I kept on thinking what her life must have been like before the tsunami.

During the two days that we were at this fishermen’s village, we continuously found victims’ personal belongings – books, magazines, decorations, clothes, shoes, dishes, chopsticks, spoons, cassette tapes, video tapes, records, laptop computers, etc. etc.

Our hands were unfolding victims’ lives from the debris, unfolding their history.

At one site that I was cleaning at, I found a trophy for a kindergarten child dated “Heisei 18th year” (5 years ago), a couple of children picture books, and toys.
Holding the trophy in my hand, wiping off the sea mud and sand, I thought of images that I really didn’t want to think of.
The only thing I could do was to wish the kid the best of luck, even though I have never met him or her.

At times, I could see other volunteers staring at something they found, and pausing for several seconds.

Everyone’s faces were covered with helmets, goggles, masks. But their feelings were clear through body reactions.

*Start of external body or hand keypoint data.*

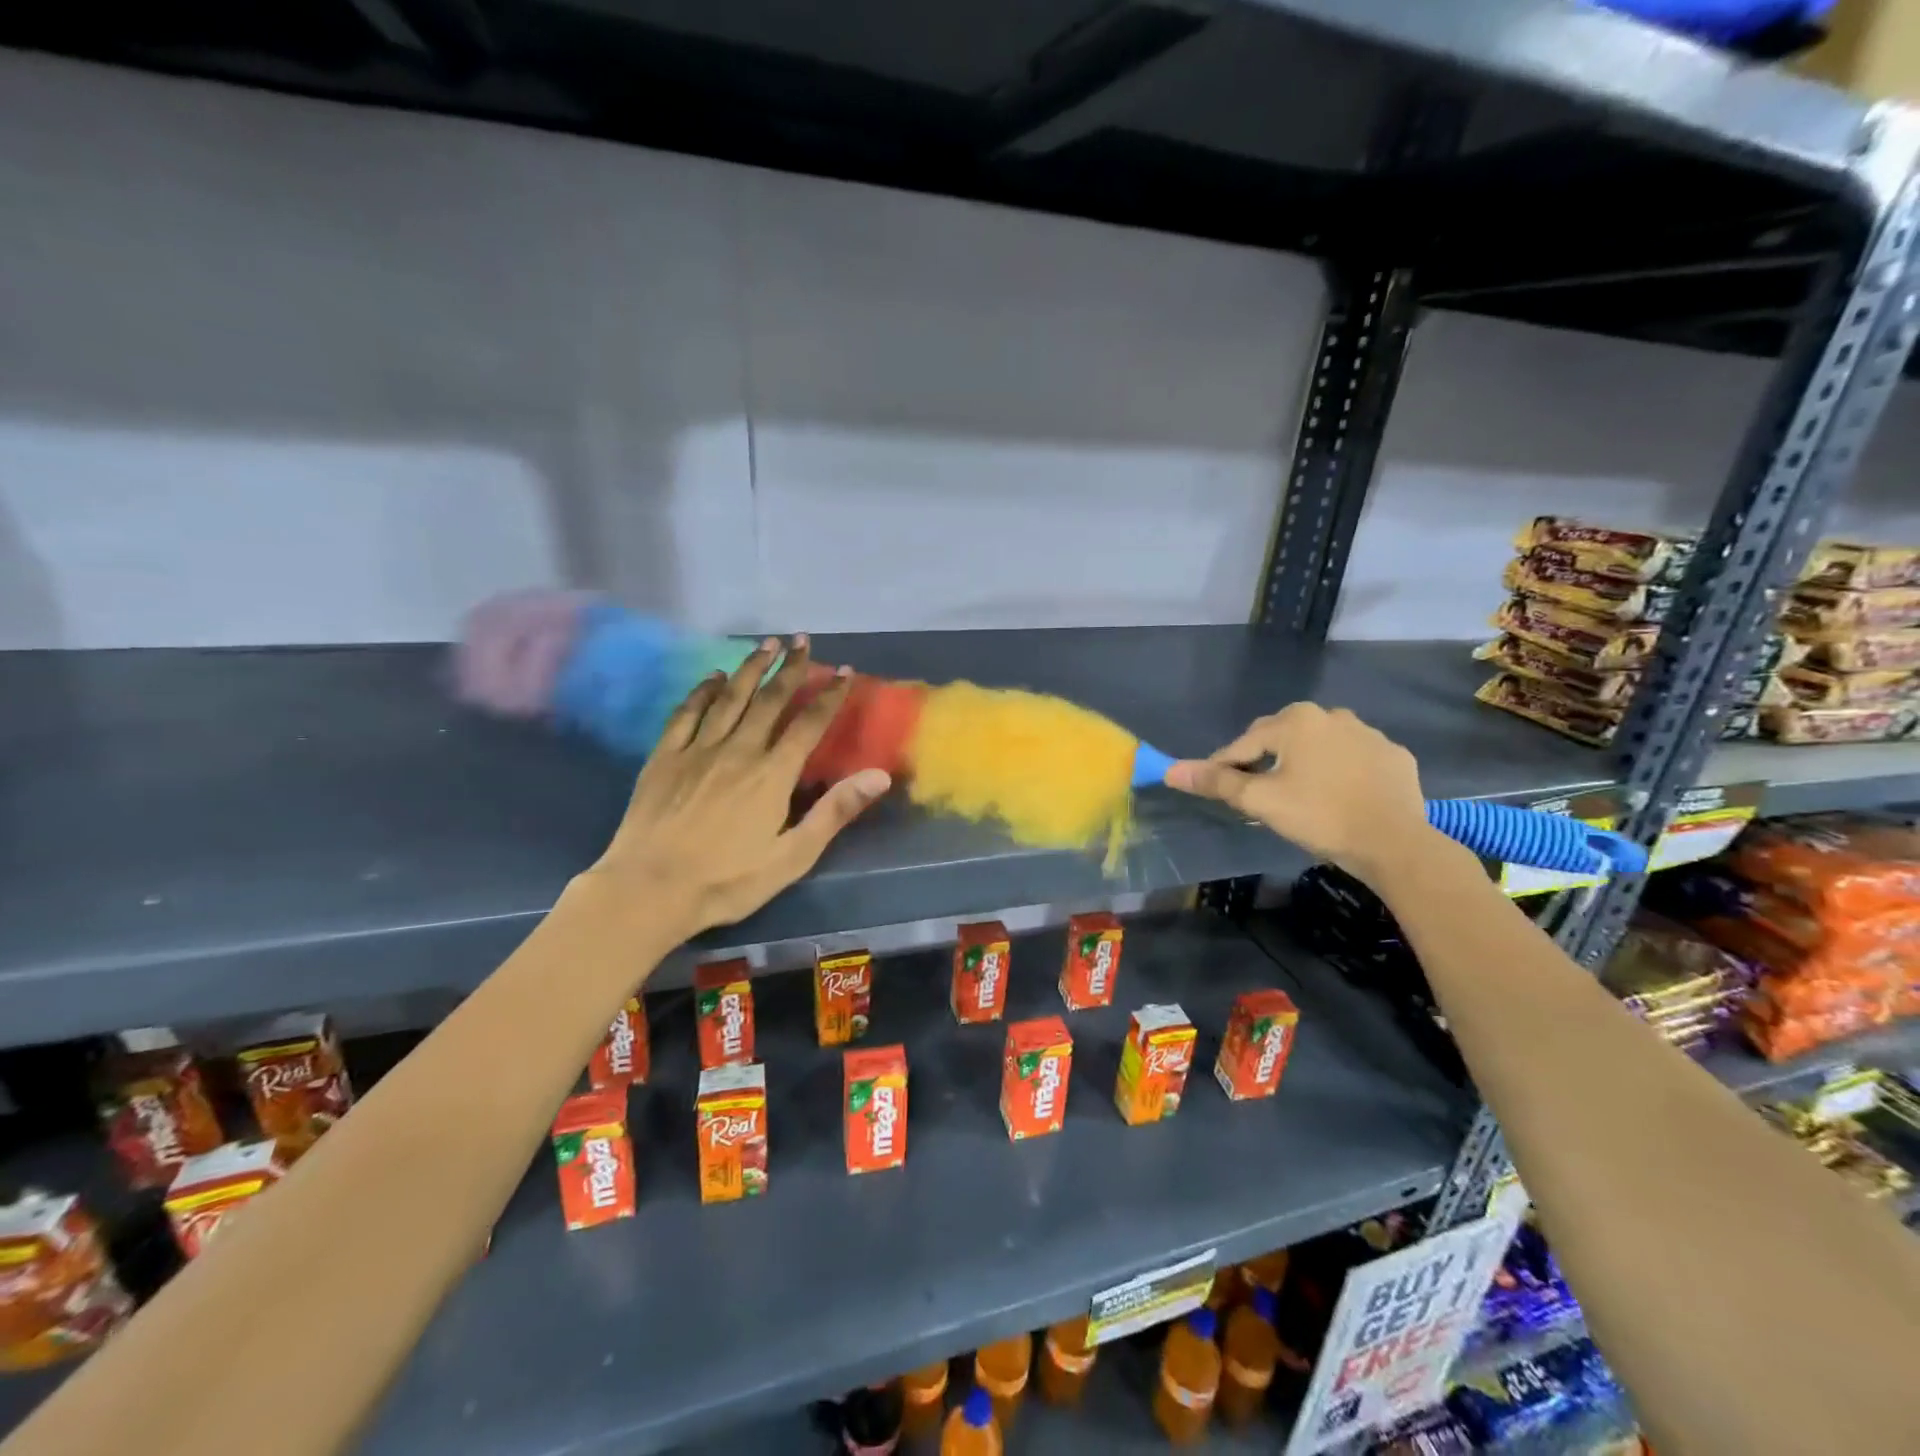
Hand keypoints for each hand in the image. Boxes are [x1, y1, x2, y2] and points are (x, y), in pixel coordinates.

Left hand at [586, 635, 889, 933]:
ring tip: (766, 644)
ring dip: (751, 668)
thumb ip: (835, 811)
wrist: (648, 890)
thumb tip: (879, 775)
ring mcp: (698, 750)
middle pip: (769, 700)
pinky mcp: (664, 757)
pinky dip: (703, 691)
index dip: (828, 696)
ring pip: (730, 698)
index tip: (843, 671)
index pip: (808, 724)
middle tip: (802, 640)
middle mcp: (738, 751)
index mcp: (772, 775)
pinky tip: (714, 677)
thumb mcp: (792, 856)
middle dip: (789, 668)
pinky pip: (687, 713)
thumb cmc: (727, 881)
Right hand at [1165, 702, 1431, 884]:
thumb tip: (1171, 771)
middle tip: (1255, 793)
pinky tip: (1338, 795)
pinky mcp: (1394, 756)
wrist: (1395, 843)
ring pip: (1320, 746)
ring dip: (1303, 763)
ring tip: (1297, 794)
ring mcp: (1369, 734)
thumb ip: (1216, 782)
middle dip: (1264, 760)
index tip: (1215, 787)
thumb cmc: (1319, 816)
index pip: (1245, 743)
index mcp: (1296, 721)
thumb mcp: (1260, 801)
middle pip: (1282, 738)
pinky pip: (1354, 759)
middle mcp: (1333, 715)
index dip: (1224, 766)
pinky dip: (1340, 771)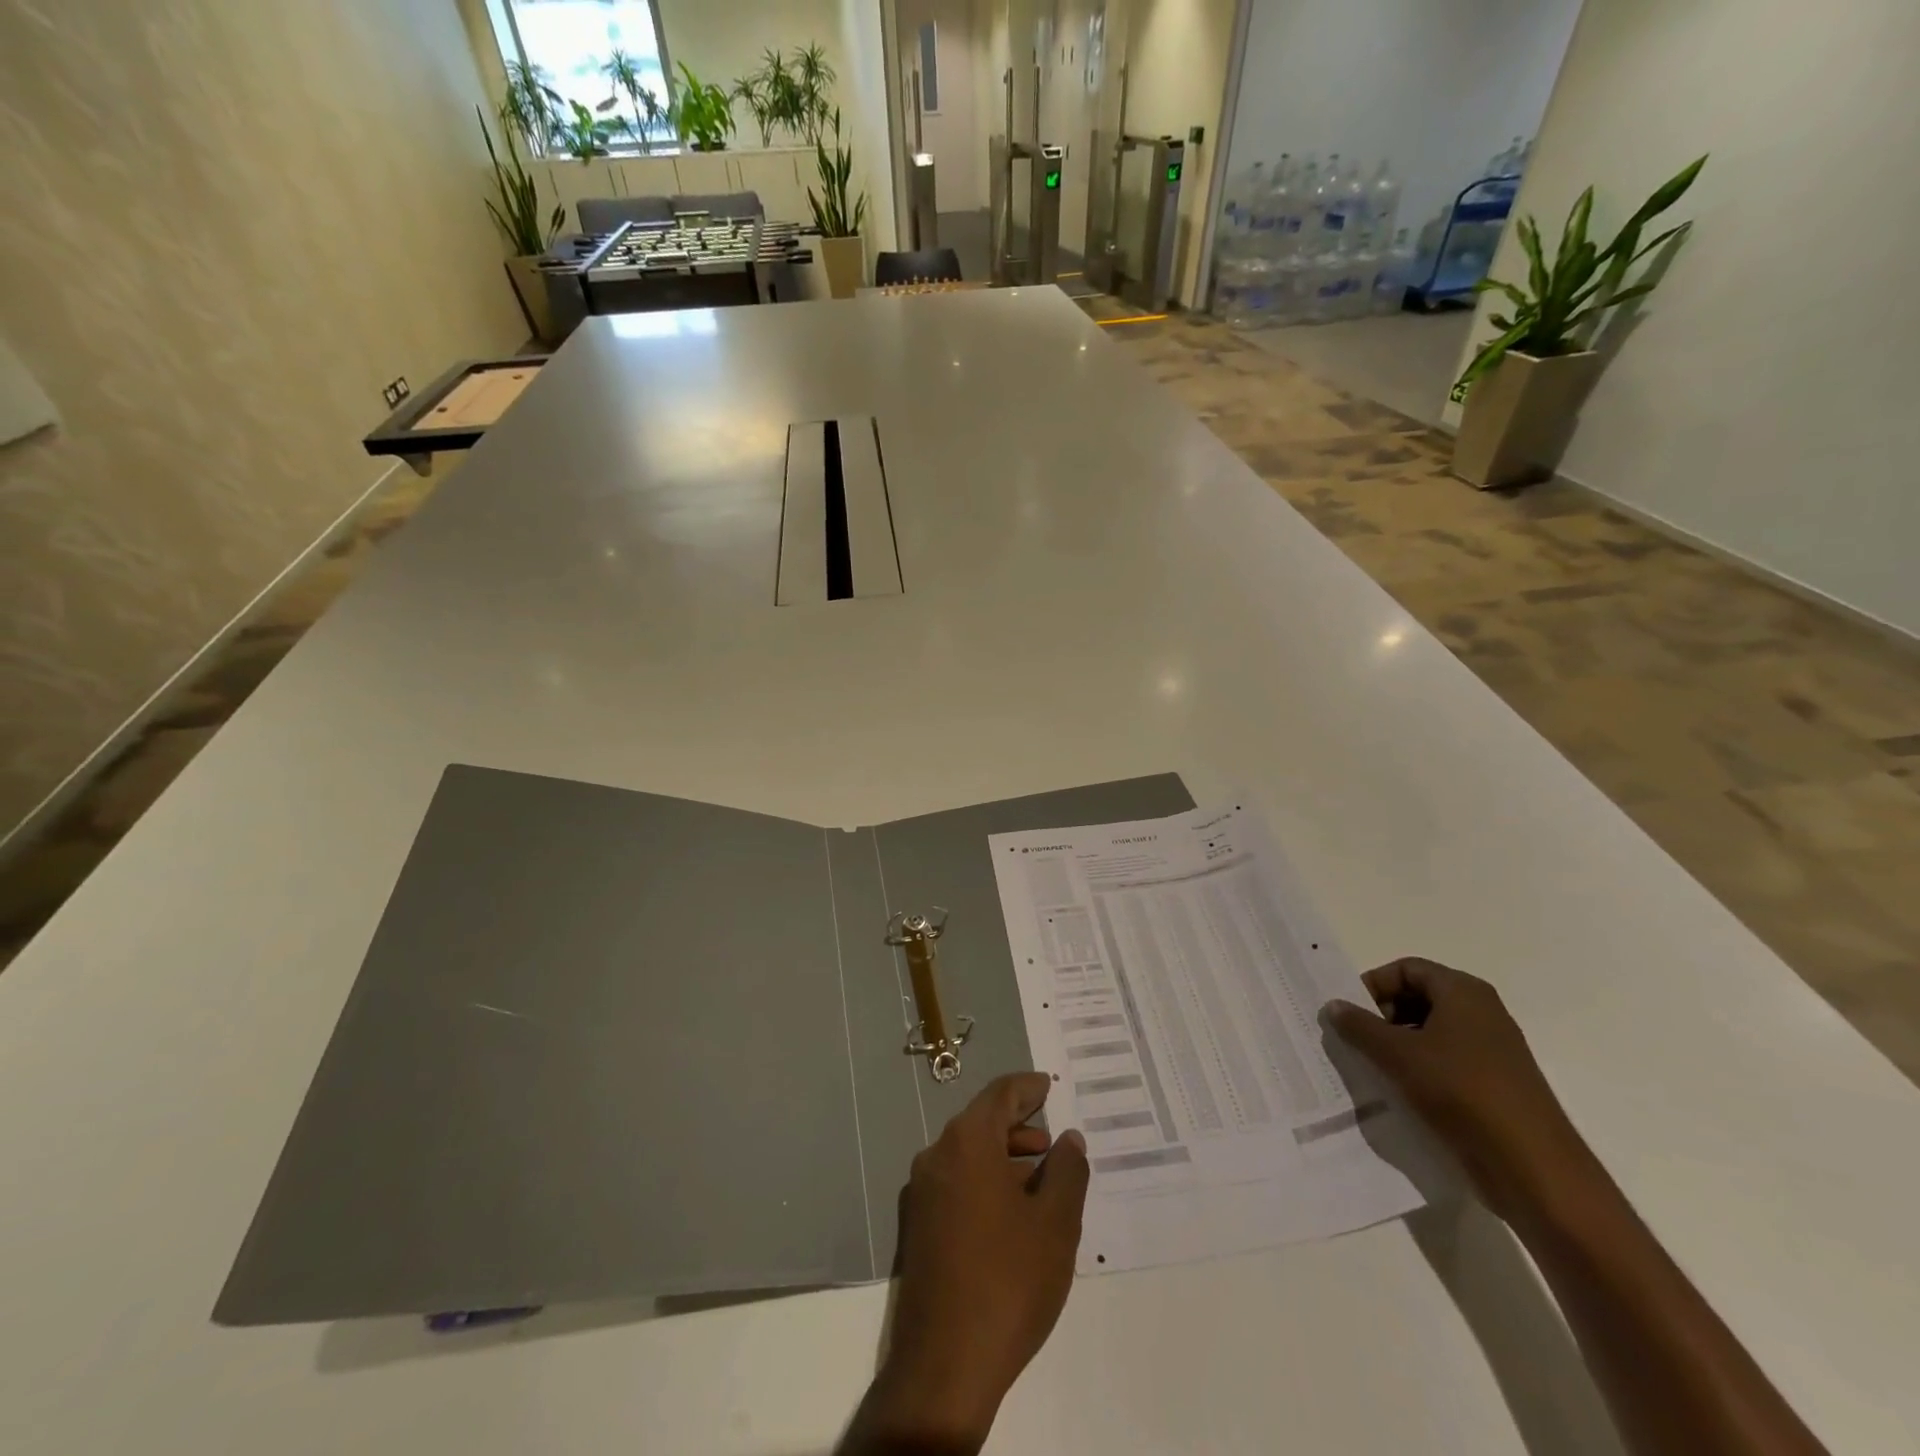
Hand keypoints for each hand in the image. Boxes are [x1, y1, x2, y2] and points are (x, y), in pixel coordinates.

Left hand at [841, 1073, 1090, 1454]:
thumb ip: (1067, 1173)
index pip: (999, 1094)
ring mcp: (921, 1192)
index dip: (1027, 1087)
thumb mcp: (1055, 1225)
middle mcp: (937, 1155)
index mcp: (967, 1142)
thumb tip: (1069, 1140)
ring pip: (968, 1154)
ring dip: (1004, 1156)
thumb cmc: (1008, 1281)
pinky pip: (956, 1183)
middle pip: (981, 1122)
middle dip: (1019, 1125)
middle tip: (1053, 1139)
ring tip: (1041, 1177)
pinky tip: (1012, 1212)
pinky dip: (985, 1181)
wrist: (943, 1365)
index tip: (1049, 1087)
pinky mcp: (917, 1226)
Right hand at [1326, 957, 1593, 1221]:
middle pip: (1418, 997)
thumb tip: (1333, 1005)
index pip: (1406, 969)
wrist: (1533, 1166)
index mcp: (1463, 992)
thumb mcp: (1398, 1054)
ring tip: (1374, 1067)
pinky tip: (1401, 1091)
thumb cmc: (1462, 1092)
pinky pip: (1446, 1061)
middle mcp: (1482, 1012)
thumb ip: (1359, 1026)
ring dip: (1397, 1044)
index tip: (1351, 1013)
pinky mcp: (1494, 1083)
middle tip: (1356, 1040)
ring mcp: (1492, 1049)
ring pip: (1431, 1031)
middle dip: (1382, 1015)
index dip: (1374, 985)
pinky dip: (1419, 1067)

Rocks and stones from broken walls, sea water soaked blankets, futons, and tatamis, they all needed a few people together to move.
In my own hands were personal belongings of numerous victims.
My body and my mind slowly adjusted to the heaviness in this area, the weights from the things that the tsunami had swamped.

Even for the newest items, sea water, mud and sand made them look old.

Standing in the middle of the debris, I didn’t know how I should feel about it.
And when I had time, I could only think of jokes to share with the people around me, or to talk about all these strange looking bugs that the air was filled with.

It may seem strange, but breaking walls and doors, tossing things up to the top of trash mountains, all helped me to get rid of the stress from my everyday life.

My mind used to tangle up every time I thought of this disaster.
Throughout this trip, I found myself organizing my tangled mind like separating debris into woods, metals, rocks, plastics, burnable, and unburnable items.

I thought of my body as a great divider and it helped to reset my mind.